11.04.2021 - 2. Sonntag der Osterzeit - Eigenartig, dass gerade Thomas als „der Ungläubige“ bezeichnet wird. Diesen Titel verdankt er meiner Meinung nach vor allem einer Eigenschaft: dass er einfach ehrlich ist.
Er bemüht sich gar nicht drum, seine Zweifel zu verstecken. Lauthals verkündet er, dass er es schlicht und einfach nicht glauben kann, dass Jesus lebt, obwohl ihm das seine Freude klar zu machen versuchen.
Ein sehr heutiger Mensch. Einer, der durch und durch authentisch ist. Der lieber auf Widerstand stößt, als sich selbst zu verbiegen. Also lieber „ungläubig“ als einer der sich fromm gibt, aber dessen Glaube nur Fassade ist.
Ich glaube, das Thomas in seiner selbstbewussten Behauptung, dass er Jesus selber begegnen und seine Wunden berühren will, seine tiefste Sehnsucht zum Ausdruck bringt. Thomas sitzt der Schreck des Karfreitags in den Knochen. Thomas weiss, tot ist wirklich tot. Wenn Jesus lebt, dann nur mitsamt den tödlichen Wunden, die ihm zugefügt wurden.
Wenn wir als Kirche weniger werden, wenn geliebte Traditionen wegbrechen, dann erleben wir auch heute die Wunden Jesu.
Wenn Kirche mit ihren dunklen Seiten konfrontiert ist: Missbrauch von Macht und Sexualität in vielfältigen Formen – dann erleben wir die Wunden Jesu.
Wenn Menschen die mühsamen Seiten des Lebens erfahren, plötzlich von Krankheit überfallen und von Krisen überrollt werden, dann erleben wir die Wunden Jesu.
Wenn unser kindlicher Glaube zerbröselt, wenn uns die Frage nach Gott unruhig macht und auf einmal in unserer religiösen Vorstellung nichts mehr so ist wie vorher: dann erleben wir die Wunden Jesu
Und die erste Reaktion ist wie bei Thomas: es tut weh.
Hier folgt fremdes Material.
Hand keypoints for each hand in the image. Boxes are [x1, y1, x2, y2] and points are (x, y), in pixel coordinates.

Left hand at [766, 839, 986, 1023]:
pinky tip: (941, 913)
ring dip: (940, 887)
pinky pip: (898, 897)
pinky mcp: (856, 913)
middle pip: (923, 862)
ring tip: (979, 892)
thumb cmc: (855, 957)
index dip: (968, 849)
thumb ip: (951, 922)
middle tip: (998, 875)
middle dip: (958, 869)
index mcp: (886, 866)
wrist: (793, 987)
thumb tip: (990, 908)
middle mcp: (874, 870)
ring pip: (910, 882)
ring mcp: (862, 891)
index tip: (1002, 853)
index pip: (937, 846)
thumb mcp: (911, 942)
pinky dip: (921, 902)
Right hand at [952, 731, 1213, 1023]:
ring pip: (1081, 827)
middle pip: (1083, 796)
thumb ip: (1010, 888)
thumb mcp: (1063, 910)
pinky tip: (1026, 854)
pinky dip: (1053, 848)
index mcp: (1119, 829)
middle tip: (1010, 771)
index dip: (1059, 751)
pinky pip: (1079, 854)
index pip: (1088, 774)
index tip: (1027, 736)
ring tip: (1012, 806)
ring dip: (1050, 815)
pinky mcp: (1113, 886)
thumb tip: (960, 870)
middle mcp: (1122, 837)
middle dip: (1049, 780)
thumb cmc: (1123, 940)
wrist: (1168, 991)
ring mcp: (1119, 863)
Es gibt kein Auskommen. Es kommt einem dabei auch Glaube abhanden. Das Bild von Jesus, das Thomas hatte, ist zerbrochen, seine jugendliche Euphorie verraucht. Was bleibt ist nur eine brennende Sehnsucht. „Wenn ich nicht die Male der Nägel sehe und meine Finger nicht in seine Wunden lege, glaube ich nicht.“ Thomas wünscht sich keinen Jesus, der so auftaucht als wäre nichts gewesen und alles geht weiter wie vorher. Sondern er sehnt sich danach, dass Jesus mitsamt seinen Wunden lebendig wird. Die grausamen Wunden werden zum Erkennungszeichen.
Als Thomas dann Jesus tatsächlich begegnet, braucht er nicht mehr hinzugreifen. Er glaubt nicht trotz der Wunden, trotz des Leides, das Jesus erlebt hat, sondern er glaubt, weil Jesus mit seinen Wunden der Lebendige ist.
An der Seite des ungläubigen Thomas können wir glauben lernen, dass in allem Niedergang von Kirche Gott neue Zukunft erstehen lässt. Dass bei allen dunklen Seiten der Institution und der Menschen in der Kirche das Licht dennoch leuchtet.
Dass aller Unglaube und Zweifel gar nicht so sehr der Niedergang des Glaubens, sondern oft vielleicht eine tiefe, verletzte Sehnsucht nach Gott ist.
Dass in allen Grenzerfahrungen von Krankheit und Krisen Gott noch lange nicht sein letztes Wort gesprochen hat.